LZ's progression

For discussing go computing, software announcements, etc.
Bill Spight
Honinbo
Posts: 10905
Joined: Wed Apr 21, 2010 1:24 pm
Has thanked: 3651 times
Been thanked: 3373 times

Re: LZ's progression

Post by Bill Spight »

dfan wrote:There is no particular reason that winning percentages have to be related in this exact mathematical way.

For example, Alice, Bob and Carol all play the classic game "Whose random number is bigger?". Alice is a beginner and picks integers from 1 to 100 uniformly at random. Bob is more experienced and picks integers from 51 to 150 uniformly at random. Carol is an expert and picks integers from 101 to 200 uniformly at random (she's very good at this game, though you can probably imagine even better strategies).

How often does Bob beat Alice? How often does Carol beat Bob? How often does Carol beat Alice?

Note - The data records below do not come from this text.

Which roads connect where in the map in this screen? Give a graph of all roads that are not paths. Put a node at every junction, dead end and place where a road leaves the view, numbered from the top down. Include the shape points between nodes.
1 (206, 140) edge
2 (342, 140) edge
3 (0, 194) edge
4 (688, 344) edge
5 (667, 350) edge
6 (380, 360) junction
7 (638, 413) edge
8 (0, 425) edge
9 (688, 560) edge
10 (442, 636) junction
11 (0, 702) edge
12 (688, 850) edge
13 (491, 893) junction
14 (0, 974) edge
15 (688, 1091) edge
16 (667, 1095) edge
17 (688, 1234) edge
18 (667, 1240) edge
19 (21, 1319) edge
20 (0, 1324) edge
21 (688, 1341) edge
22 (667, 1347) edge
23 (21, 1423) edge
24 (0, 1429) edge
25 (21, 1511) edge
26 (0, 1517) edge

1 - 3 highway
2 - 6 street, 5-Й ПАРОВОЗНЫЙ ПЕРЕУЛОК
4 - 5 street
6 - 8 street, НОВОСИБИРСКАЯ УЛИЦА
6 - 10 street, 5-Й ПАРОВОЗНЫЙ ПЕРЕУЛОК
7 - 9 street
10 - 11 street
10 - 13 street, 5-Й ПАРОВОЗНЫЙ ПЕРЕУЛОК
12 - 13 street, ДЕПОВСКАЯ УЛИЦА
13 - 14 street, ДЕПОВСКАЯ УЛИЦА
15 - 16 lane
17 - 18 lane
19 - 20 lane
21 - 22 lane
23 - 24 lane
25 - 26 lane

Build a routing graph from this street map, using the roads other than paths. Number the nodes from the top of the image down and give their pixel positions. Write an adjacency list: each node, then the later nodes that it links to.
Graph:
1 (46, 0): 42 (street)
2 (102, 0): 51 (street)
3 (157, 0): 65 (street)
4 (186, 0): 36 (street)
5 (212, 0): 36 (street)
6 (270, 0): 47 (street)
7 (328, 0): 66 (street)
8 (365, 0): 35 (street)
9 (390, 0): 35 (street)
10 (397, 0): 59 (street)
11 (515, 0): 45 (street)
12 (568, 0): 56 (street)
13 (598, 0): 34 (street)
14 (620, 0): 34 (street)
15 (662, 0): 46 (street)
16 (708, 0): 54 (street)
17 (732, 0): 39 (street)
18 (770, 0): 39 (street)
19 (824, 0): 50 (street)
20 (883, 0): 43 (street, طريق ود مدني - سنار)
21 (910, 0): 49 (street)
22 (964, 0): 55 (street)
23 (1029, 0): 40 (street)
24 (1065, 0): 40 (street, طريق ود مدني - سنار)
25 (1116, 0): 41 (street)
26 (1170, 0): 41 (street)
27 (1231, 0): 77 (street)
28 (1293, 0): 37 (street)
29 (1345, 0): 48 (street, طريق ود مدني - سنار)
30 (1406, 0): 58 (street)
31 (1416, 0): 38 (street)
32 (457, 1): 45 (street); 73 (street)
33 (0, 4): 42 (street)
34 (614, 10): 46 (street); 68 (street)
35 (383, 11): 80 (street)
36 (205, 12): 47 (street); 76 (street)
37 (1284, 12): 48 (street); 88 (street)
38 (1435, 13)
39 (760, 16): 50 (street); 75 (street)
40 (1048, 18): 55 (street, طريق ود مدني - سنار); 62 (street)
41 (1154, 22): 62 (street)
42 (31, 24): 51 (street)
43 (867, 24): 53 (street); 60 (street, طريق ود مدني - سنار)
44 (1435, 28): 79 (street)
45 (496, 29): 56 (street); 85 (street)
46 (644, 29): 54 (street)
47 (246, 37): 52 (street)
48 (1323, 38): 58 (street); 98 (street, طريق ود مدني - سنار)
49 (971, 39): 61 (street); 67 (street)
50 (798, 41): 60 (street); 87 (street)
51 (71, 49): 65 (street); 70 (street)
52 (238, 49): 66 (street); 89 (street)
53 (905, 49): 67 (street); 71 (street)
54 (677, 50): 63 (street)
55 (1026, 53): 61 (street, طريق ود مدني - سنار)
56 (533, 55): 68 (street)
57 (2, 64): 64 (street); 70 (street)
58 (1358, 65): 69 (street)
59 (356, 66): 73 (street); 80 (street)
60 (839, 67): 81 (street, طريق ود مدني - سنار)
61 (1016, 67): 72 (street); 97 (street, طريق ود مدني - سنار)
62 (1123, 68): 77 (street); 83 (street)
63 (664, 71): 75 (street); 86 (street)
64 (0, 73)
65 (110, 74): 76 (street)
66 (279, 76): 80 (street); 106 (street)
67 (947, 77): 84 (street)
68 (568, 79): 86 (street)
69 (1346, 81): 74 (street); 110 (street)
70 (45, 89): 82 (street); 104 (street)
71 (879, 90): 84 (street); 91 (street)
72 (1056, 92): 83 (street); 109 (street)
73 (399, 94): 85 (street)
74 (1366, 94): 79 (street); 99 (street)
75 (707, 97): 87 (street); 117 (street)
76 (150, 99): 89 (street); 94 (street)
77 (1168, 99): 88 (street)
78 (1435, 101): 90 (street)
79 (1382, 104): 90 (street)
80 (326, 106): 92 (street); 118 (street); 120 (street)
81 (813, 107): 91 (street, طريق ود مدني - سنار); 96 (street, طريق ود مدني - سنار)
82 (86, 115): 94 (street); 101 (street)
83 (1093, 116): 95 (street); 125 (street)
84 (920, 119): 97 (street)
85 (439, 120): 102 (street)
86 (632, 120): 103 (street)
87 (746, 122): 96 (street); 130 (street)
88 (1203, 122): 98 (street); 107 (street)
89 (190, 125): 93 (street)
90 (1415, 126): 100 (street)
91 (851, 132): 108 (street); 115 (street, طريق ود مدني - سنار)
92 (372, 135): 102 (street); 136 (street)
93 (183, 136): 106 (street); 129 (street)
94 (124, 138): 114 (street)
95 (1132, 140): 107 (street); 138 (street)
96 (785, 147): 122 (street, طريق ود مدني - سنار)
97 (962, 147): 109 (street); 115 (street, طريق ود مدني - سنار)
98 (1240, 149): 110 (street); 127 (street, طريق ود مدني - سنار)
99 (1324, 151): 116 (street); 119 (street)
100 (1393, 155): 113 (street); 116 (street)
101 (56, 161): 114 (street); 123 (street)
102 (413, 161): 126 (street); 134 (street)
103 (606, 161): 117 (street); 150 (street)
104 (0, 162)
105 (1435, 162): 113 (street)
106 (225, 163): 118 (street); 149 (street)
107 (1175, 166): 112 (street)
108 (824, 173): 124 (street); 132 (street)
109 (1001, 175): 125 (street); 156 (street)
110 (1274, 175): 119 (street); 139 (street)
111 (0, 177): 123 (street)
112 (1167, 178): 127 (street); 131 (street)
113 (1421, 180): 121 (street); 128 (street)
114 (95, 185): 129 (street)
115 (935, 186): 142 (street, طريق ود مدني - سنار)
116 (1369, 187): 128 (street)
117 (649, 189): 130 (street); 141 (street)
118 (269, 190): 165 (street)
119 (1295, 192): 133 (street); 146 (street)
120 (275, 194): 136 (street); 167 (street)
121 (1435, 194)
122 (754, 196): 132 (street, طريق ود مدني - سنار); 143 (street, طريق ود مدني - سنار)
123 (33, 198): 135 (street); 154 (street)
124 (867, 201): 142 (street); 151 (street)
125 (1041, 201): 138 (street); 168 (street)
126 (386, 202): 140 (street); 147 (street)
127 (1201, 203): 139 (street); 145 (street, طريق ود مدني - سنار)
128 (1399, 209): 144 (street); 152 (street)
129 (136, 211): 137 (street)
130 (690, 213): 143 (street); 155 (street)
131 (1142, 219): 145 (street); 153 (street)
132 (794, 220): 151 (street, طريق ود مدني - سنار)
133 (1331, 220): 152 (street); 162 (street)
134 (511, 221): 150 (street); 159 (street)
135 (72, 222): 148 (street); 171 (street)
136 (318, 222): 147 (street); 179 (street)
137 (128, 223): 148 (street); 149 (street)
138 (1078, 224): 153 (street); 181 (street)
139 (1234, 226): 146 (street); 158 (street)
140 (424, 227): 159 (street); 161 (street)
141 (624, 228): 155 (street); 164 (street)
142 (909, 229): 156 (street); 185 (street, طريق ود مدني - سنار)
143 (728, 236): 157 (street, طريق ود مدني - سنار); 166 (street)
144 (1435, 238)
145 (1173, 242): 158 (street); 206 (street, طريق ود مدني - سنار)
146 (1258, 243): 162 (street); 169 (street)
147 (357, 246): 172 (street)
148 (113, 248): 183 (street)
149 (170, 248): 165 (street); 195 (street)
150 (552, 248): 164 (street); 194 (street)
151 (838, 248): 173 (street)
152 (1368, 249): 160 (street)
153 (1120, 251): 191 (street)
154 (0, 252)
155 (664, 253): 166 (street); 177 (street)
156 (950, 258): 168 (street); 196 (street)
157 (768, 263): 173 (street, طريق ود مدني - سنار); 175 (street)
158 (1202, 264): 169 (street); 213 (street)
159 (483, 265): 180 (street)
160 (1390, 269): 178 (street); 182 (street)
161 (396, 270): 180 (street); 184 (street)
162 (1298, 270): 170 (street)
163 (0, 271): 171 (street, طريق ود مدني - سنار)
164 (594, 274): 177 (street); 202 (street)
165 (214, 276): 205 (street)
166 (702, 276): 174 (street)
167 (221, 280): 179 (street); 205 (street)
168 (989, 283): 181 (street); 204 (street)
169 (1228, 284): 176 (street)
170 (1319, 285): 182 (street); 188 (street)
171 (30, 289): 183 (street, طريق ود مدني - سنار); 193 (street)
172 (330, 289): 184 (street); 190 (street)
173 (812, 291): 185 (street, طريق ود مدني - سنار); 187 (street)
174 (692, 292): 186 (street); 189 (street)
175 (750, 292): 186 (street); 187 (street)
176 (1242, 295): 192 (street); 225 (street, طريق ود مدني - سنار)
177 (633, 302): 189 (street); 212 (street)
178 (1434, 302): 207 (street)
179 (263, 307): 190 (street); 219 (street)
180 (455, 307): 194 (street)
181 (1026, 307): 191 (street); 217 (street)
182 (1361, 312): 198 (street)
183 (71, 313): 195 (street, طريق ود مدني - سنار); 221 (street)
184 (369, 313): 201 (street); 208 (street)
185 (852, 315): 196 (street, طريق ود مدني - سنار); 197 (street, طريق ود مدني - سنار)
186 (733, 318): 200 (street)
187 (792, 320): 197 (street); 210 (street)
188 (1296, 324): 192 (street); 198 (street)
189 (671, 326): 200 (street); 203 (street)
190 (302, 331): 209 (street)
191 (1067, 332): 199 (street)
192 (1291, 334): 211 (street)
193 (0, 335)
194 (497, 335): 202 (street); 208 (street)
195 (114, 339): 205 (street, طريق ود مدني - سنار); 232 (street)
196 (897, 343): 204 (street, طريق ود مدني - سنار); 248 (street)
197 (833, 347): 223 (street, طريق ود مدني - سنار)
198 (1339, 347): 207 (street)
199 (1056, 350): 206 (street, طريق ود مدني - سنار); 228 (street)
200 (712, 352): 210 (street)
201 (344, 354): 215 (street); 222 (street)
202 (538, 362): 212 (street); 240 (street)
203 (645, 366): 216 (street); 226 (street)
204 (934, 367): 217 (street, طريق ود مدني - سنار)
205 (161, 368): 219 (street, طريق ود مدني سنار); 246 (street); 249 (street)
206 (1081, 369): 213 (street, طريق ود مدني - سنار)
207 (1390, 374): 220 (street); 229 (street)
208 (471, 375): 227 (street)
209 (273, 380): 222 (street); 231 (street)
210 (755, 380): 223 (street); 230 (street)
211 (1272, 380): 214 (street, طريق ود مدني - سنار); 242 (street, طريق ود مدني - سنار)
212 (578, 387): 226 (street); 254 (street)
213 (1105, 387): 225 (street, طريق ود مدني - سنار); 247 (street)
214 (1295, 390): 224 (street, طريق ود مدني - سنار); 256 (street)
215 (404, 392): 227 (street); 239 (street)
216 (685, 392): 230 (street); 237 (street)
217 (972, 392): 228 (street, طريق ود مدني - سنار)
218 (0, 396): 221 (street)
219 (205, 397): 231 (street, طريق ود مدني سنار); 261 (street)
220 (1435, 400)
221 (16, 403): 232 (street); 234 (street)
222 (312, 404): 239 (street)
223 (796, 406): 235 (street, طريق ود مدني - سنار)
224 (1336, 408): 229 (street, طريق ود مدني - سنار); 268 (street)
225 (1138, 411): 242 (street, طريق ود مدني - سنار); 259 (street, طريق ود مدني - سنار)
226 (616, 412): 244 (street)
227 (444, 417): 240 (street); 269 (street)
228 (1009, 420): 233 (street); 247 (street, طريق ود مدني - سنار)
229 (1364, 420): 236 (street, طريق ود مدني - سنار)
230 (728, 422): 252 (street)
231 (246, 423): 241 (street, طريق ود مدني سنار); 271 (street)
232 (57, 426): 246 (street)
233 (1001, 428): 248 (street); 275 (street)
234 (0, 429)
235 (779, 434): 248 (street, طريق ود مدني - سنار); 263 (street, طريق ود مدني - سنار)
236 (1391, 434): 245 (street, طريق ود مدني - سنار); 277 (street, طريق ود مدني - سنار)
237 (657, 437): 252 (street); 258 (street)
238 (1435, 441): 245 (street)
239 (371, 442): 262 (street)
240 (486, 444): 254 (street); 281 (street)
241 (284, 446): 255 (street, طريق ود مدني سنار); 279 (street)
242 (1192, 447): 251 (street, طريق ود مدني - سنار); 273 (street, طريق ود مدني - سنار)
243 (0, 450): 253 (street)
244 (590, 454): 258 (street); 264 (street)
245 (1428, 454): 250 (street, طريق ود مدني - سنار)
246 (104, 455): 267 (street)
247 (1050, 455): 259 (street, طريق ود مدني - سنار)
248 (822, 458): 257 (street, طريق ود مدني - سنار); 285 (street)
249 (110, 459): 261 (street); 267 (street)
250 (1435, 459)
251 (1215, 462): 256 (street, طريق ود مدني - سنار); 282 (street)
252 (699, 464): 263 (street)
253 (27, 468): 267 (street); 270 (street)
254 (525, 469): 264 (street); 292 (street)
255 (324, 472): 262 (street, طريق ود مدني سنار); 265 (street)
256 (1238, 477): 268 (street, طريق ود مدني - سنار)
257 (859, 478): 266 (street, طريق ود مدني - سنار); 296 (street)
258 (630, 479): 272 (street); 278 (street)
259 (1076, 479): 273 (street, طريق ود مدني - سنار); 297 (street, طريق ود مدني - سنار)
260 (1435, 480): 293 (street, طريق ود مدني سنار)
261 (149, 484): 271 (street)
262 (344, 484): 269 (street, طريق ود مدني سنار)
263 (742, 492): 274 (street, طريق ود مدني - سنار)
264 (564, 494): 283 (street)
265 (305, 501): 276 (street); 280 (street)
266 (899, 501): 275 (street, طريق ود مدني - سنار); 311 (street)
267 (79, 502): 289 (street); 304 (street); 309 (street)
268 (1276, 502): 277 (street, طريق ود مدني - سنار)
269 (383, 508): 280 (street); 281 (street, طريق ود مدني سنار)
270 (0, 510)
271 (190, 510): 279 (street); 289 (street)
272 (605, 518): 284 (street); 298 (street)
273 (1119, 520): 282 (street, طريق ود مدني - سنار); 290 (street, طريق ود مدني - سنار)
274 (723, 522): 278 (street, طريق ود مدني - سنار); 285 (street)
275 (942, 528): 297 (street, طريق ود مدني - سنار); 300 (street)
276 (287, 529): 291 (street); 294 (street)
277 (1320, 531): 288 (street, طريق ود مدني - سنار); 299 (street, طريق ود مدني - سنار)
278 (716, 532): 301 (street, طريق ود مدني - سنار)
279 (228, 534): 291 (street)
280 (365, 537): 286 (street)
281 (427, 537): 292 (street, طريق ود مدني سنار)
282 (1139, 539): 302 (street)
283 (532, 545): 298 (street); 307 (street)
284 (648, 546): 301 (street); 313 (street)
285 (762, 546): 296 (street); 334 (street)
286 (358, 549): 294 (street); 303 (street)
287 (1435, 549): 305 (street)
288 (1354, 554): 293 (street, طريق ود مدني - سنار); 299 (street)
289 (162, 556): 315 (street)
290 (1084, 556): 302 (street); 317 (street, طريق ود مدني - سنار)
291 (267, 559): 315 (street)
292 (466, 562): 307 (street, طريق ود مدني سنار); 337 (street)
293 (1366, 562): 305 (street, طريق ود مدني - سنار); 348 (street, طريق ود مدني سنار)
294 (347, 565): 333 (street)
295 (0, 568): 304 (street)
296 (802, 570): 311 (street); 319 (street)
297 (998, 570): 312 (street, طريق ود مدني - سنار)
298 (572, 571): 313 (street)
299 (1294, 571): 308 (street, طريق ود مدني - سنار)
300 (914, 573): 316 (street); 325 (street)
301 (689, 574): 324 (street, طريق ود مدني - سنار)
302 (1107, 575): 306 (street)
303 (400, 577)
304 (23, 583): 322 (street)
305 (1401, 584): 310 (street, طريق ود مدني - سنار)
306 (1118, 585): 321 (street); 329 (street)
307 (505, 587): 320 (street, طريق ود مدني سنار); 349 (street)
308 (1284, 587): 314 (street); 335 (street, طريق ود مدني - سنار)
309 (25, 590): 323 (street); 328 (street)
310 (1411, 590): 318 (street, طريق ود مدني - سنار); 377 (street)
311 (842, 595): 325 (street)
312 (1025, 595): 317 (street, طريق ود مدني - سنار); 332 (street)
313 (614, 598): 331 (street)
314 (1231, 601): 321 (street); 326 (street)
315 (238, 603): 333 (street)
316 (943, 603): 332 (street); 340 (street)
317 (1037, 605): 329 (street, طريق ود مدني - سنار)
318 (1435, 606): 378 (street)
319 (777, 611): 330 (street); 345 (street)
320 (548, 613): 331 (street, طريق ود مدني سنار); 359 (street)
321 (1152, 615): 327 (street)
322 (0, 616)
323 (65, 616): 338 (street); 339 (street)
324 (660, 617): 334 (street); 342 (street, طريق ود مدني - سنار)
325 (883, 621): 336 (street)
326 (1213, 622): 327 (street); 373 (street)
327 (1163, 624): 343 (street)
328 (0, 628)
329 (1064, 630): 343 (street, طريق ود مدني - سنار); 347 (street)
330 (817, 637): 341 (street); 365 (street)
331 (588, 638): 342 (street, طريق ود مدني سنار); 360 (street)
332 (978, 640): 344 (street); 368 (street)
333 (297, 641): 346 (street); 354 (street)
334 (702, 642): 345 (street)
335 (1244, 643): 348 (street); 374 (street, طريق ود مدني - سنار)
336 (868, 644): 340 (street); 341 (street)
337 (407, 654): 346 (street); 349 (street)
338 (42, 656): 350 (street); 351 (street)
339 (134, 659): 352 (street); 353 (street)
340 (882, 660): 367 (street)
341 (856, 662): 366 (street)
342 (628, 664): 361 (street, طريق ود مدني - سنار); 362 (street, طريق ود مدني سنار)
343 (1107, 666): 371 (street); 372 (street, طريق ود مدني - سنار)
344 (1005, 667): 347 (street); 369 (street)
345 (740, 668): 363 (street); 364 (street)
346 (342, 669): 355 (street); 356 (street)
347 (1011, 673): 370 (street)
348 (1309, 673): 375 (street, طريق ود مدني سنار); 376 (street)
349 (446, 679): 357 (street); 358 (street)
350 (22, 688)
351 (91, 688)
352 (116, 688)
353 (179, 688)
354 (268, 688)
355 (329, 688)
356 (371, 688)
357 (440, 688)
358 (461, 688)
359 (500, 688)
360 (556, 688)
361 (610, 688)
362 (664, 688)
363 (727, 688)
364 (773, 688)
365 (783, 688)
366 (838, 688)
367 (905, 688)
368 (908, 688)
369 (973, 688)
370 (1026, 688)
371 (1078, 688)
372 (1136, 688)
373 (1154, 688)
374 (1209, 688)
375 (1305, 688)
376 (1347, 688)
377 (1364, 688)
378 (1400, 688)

Bob beats Alice ⅞ of the time, with at win/loss ratio of 7/1. Carol beats Bob ⅞ of the time, with at win/loss ratio of 7/1. Carol always beats Alice. If we estimate Carol's win/loss ratio as (7/1) (7/1) = 49/1, OC, the win/loss ratio is off by infinity. However, the winning percentage is off by only 2%. :lol:
The Adkins Principle:
At some point, doesn't thinking have to go on?
— Winona Adkins

Visualize whirled peas.

Everything with love. Stay safe.
User avatar
drmwc
Lives in gote
Posts: 452
Joined: Sat Dec 01, 2012 2:18 pm
Rank: 4 Dan European
GD Posts: 0
Has thanked: 74 times
Been thanked: 100 times

Re: LZ's progression

Post by drmwc »

Suppose we play a hold'em game. We have 3 possible starting hands. You choose a hand first, I choose second. We then play out the flop, turn and river with no betting.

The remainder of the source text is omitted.